*Your goal*. Omit images. Retype all entries verbatim.

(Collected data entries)

-------------------------

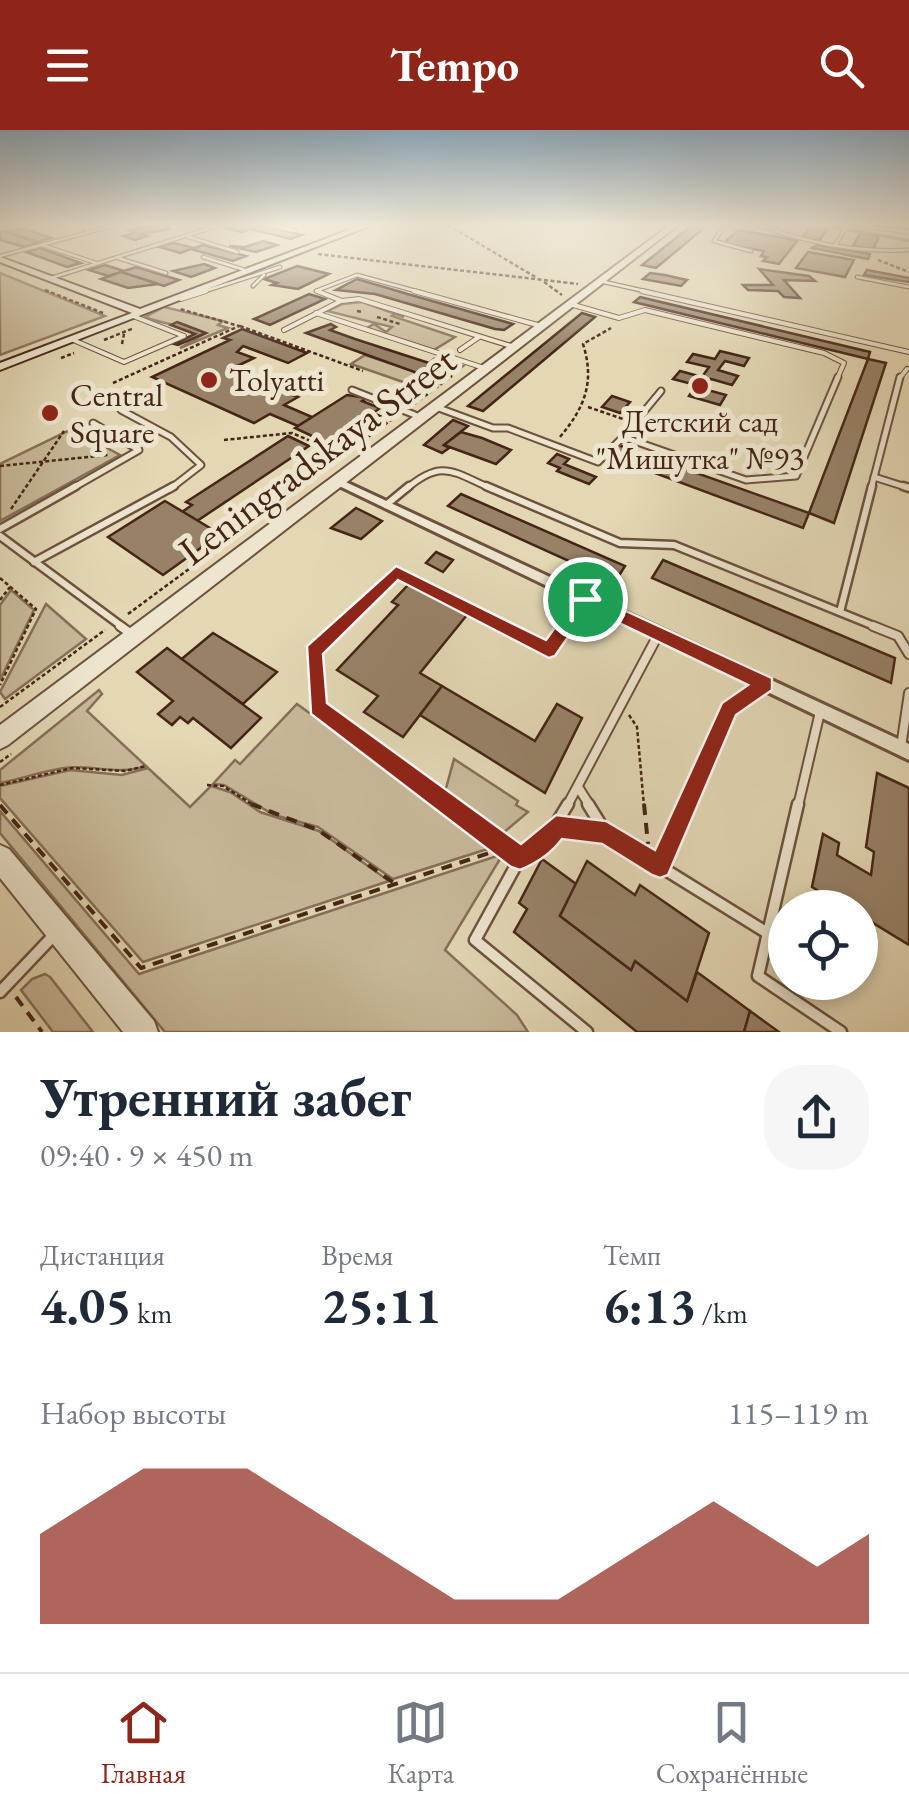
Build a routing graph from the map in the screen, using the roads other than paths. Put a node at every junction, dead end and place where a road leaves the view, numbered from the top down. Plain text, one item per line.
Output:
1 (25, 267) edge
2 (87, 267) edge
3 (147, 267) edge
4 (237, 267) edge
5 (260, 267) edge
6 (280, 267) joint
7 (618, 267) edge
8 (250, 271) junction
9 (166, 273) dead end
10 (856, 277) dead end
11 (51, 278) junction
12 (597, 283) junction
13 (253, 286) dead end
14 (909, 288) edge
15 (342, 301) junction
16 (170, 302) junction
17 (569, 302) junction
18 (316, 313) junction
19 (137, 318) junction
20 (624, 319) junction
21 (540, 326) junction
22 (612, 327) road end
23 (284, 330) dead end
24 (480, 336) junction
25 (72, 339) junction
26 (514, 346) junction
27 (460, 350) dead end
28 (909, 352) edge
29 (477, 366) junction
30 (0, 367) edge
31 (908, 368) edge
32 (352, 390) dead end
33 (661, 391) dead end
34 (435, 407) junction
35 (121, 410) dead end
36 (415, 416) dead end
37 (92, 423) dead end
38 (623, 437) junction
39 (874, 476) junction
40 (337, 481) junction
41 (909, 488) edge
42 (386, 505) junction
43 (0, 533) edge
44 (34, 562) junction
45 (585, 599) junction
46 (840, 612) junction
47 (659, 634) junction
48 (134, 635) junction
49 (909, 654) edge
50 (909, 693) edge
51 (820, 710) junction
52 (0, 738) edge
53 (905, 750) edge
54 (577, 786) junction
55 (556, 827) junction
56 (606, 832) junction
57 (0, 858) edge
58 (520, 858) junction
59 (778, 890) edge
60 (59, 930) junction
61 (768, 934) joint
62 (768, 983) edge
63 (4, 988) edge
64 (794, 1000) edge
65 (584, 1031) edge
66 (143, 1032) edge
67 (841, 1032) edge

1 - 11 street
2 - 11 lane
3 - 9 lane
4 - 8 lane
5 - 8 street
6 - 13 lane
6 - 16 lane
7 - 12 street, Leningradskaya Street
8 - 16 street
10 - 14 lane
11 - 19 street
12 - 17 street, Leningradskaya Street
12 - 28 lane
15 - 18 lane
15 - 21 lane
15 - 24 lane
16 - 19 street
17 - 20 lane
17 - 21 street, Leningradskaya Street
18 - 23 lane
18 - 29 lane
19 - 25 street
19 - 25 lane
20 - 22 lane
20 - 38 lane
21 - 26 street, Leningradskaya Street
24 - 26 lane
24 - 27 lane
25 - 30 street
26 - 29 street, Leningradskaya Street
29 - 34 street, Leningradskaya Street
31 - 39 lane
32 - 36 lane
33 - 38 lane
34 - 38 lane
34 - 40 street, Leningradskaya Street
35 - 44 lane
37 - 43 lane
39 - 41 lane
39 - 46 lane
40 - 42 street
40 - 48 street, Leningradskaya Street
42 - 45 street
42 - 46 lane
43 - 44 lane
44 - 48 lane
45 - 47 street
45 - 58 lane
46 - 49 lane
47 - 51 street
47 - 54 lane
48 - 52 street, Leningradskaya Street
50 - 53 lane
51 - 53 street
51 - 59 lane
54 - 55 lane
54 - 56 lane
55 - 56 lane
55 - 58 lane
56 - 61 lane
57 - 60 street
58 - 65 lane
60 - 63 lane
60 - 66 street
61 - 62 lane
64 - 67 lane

-------------------------

*Written solution*.
Build a routing graph from the map in the screen, using the roads other than paths. Put a node at every junction, dead end and place where a road leaves the view, numbered from the top down. Plain text, one item per line.
Output:
1 (25, 267) edge
2 (87, 267) edge
3 (147, 267) edge
4 (237, 267) edge
5 (260, 267) edge
6 (280, 267) joint
7 (618, 267) edge
8 (250, 271) junction
9 (166, 273) dead end
10 (856, 277) dead end
11 (51, 278) junction
12 (597, 283) junction
13 (253, 286) dead end
14 (909, 288) edge
15 (342, 301) junction
16 (170, 302) junction
17 (569, 302) junction
18 (316, 313) junction
19 (137, 318) junction
20 (624, 319) junction
21 (540, 326) junction
22 (612, 327) road end
23 (284, 330) dead end
24 (480, 336) junction
25 (72, 339) junction
26 (514, 346) junction
27 (460, 350) dead end
28 (909, 352) edge
29 (477, 366) junction
30 (0, 367) edge
31 (908, 368) edge
32 (352, 390) dead end
33 (661, 391) dead end
34 (435, 407) junction
35 (121, 410) dead end
36 (415, 416) dead end
37 (92, 423) dead end
38 (623, 437) junction
39 (874, 476) junction
40 (337, 481) junction
41 (909, 488) edge
42 (386, 505) junction
43 (0, 533) edge
44 (34, 562) junction
45 (585, 599) junction
46 (840, 612) junction
47 (659, 634) junction
48 (134, 635) junction
49 (909, 654) edge
50 (909, 693) edge
51 (820, 710) junction
52 (0, 738) edge
53 (905, 750) edge
54 (577, 786) junction
55 (556, 827) junction
56 (606, 832) junction
57 (0, 858) edge
58 (520, 858) junction
59 (778, 890) edge
60 (59, 930) junction
61 (768, 934) joint
62 (768, 983) edge
63 (4, 988) edge
64 (794, 1000) edge
65 (584, 1031) edge
66 (143, 1032) edge
67 (841, 1032) edge

1 - 11 street
2 - 11 lane
3 - 9 lane
4 - 8 lane
5 - 8 street
6 - 13 lane
6 - 16 lane
7 - 12 street, Leningradskaya Street
8 - 16 street
10 - 14 lane
11 - 19 street
12 - 17 street, Leningradskaya Street
12 - 28 lane
15 - 18 lane
15 - 21 lane
15 - 24 lane
16 - 19 street
17 - 20 lane
17 - 21 street, Leningradskaya Street
18 - 23 lane
18 - 29 lane
19 - 25 street
19 - 25 lane
20 - 22 lane
20 - 38 lane
21 - 26 street, Leningradskaya Street
24 - 26 lane
24 - 27 lane
25 - 30 street
26 - 29 street, Leningradskaya Street
29 - 34 street, Leningradskaya Street
31 - 39 lane
32 - 36 lane
33 - 38 lane
34 - 38 lane
34 - 40 street, Leningradskaya Street
35 - 44 lane
37 - 43 lane
39 - 41 lane
39 - 46 lane
40 - 42 street
40 - 48 street, Leningradskaya Street
42 - 45 street
42 - 46 lane
43 - 44 lane
44 - 48 lane
45 - 47 street
45 - 58 lane
46 - 49 lane
47 - 51 street
47 - 54 lane
48 - 52 street, Leningradskaya Street
50 - 53 lane
51 - 53 street
51 - 59 lane
54 - 55 lane
54 - 56 lane
55 - 56 lane
55 - 58 lane
56 - 61 lane
57 - 60 street
58 - 65 lane
60 - 63 lane
60 - 66 street
61 - 62 lane
64 - 67 lane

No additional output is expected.